Of course, after 20 years, I can’t recall the details of the many conversations I participated in late that night in the Blues bar. Generally, I got a much better sense of what our most important potential partner, Mosaic Communications, was focused on (browser and server software) and what they weren’t (authoring software).

What I do vividly and viscerally recall is that it was this evening when it all came together for me. I achieved a state of clarity, conviction, and passion about how the web market would unfold and how Silicon Graphics could ride this enormous wave. It’s really hard to describe such a feeling, but I can assure you it was truly exhilarating. I gained a practically religious conviction that the web was the next mass medium, the biggest wave of change in the technology landscape, and the biggest new market opportunity for the company I happened to be at.
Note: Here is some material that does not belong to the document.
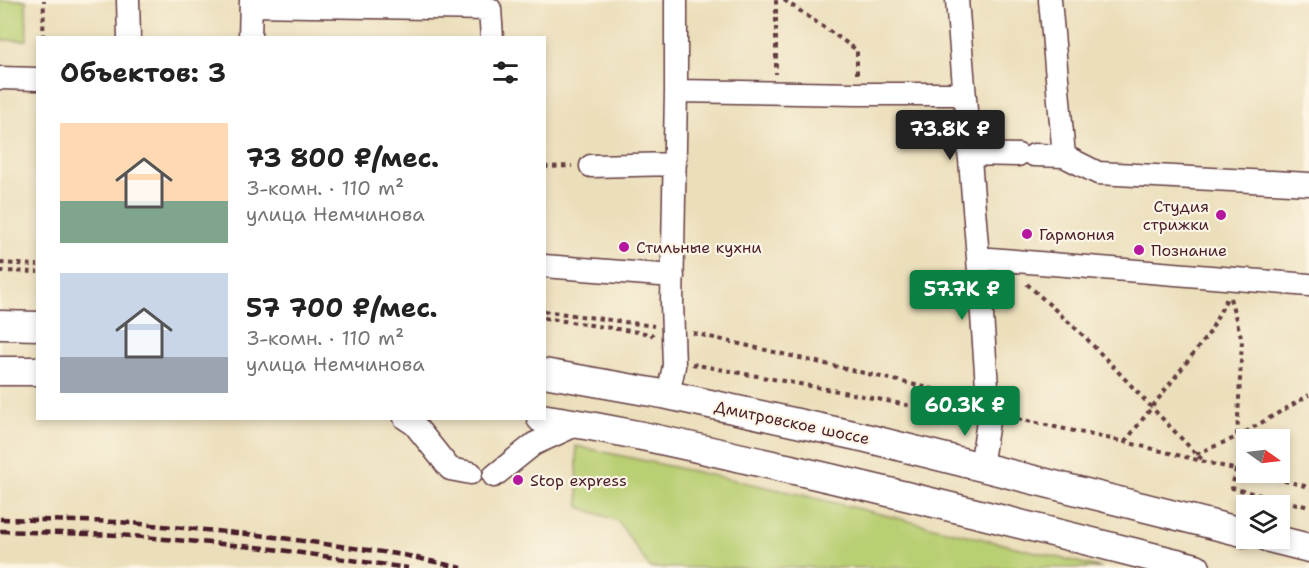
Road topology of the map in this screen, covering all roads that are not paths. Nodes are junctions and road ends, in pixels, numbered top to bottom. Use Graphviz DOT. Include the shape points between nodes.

With my Chicago epiphany complete, I felt a great sense of urgency to get back to Mountain View to get the plan rolling, keen for Silicon Graphics to be first-to-market with the picks and shovels for this new Gold Rush.

I was returning with great news of enormous opportunities for my division and for two others. Surely, I would be received with open arms…

 

[To be continued]

 


 

1″For downloading by individual, academic and research users”. The company ended up pulling in a lot of revenue from licensing to enterprises and OEMs before Microsoft responded with free Internet Explorer — bundled with Windows.

2See my last post for the back-story here

3This is an old acronym for “What You See Is What You Get” which came into common use in the 1980’s during the word processing revolution. From Wikipedia “a WYSIWYG editor is a system in which content (text and graphics) onscreen during editing appears in a form closely corresponding to its appearance when printed or displayed as a finished product, which might be a printed document, web page, or slide presentation.”